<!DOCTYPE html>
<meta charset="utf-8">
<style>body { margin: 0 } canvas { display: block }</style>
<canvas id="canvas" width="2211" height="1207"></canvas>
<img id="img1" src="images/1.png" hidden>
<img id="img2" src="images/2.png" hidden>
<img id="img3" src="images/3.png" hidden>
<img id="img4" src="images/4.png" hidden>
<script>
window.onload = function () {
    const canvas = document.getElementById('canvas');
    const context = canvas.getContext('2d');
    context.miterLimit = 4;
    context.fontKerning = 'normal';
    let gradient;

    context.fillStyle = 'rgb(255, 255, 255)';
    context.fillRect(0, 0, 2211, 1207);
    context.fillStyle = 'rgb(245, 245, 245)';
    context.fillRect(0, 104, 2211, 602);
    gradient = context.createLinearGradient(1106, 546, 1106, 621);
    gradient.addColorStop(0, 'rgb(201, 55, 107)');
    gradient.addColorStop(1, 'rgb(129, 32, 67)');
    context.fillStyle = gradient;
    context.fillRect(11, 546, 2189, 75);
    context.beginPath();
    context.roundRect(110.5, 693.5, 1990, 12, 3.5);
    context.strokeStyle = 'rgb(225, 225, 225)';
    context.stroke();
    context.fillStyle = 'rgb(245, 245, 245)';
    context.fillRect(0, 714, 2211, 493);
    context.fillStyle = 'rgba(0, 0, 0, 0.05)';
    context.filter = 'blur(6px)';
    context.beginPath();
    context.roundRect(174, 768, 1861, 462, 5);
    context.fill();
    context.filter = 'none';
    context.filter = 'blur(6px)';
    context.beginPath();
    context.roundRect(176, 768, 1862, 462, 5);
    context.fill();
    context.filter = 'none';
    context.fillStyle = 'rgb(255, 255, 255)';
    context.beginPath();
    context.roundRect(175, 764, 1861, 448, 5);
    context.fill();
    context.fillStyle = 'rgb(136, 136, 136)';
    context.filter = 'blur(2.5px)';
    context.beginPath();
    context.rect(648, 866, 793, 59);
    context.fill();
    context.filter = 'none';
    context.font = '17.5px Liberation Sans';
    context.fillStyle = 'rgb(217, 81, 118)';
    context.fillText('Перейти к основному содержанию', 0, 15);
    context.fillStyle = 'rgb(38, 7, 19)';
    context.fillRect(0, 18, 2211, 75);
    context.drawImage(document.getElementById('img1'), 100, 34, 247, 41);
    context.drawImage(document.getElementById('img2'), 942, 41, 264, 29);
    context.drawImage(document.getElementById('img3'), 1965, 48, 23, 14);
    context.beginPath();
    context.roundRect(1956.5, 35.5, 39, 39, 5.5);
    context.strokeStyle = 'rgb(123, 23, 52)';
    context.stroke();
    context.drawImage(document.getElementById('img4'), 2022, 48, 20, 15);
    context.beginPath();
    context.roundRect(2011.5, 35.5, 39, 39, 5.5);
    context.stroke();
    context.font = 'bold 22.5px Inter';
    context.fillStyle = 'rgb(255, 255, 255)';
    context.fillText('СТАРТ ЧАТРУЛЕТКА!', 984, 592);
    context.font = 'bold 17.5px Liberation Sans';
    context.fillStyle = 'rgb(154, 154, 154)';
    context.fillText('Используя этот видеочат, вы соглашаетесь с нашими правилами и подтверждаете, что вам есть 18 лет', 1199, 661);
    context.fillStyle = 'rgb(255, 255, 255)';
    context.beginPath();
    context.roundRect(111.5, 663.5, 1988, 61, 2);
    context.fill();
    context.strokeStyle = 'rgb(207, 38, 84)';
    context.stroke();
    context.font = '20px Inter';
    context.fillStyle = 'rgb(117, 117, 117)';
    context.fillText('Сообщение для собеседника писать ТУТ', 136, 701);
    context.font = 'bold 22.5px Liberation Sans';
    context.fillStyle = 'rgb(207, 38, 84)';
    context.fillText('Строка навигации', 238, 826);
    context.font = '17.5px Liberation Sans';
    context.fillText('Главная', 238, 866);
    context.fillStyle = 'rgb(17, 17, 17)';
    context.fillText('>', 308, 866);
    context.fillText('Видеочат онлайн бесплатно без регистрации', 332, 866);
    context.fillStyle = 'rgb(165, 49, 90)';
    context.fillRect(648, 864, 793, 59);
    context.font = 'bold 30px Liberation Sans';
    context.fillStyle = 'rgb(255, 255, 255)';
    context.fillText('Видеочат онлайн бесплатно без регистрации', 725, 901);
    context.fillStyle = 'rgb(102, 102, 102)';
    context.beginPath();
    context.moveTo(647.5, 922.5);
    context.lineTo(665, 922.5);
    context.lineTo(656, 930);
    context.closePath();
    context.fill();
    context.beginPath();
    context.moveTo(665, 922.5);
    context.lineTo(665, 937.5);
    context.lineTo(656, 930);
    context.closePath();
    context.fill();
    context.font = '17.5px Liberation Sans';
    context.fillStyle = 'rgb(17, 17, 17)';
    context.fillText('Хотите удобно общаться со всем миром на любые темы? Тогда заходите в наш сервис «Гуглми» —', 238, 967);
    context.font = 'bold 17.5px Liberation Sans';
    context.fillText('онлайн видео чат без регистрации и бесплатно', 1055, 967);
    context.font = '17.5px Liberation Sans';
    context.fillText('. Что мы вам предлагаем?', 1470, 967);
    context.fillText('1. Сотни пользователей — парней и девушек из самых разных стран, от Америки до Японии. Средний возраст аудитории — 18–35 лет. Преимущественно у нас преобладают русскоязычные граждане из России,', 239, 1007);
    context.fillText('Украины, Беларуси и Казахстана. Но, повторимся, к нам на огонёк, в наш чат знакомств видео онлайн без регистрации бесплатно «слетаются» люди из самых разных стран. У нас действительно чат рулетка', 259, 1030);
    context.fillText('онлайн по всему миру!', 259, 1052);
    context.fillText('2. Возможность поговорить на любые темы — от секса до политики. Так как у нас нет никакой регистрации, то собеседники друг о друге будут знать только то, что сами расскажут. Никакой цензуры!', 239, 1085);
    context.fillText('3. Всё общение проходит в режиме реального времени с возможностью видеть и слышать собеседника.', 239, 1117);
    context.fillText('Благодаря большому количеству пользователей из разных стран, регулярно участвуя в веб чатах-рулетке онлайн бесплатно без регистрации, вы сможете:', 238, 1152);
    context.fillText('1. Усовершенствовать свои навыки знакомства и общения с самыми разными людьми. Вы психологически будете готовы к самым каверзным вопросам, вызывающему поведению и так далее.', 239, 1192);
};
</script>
········
# WORK REQUIRED
Your response should be the lines of the entries above that include the string "fillRect".

# ANSWER SECTION
    context.fillRect(0, 0, 2211, 1207);
    context.fillRect(0, 104, 2211, 602);
    context.fillRect(11, 546, 2189, 75);
    context.fillRect(0, 714, 2211, 493);
    context.fillRect(0, 18, 2211, 75);
    context.fillRect(648, 864, 793, 59);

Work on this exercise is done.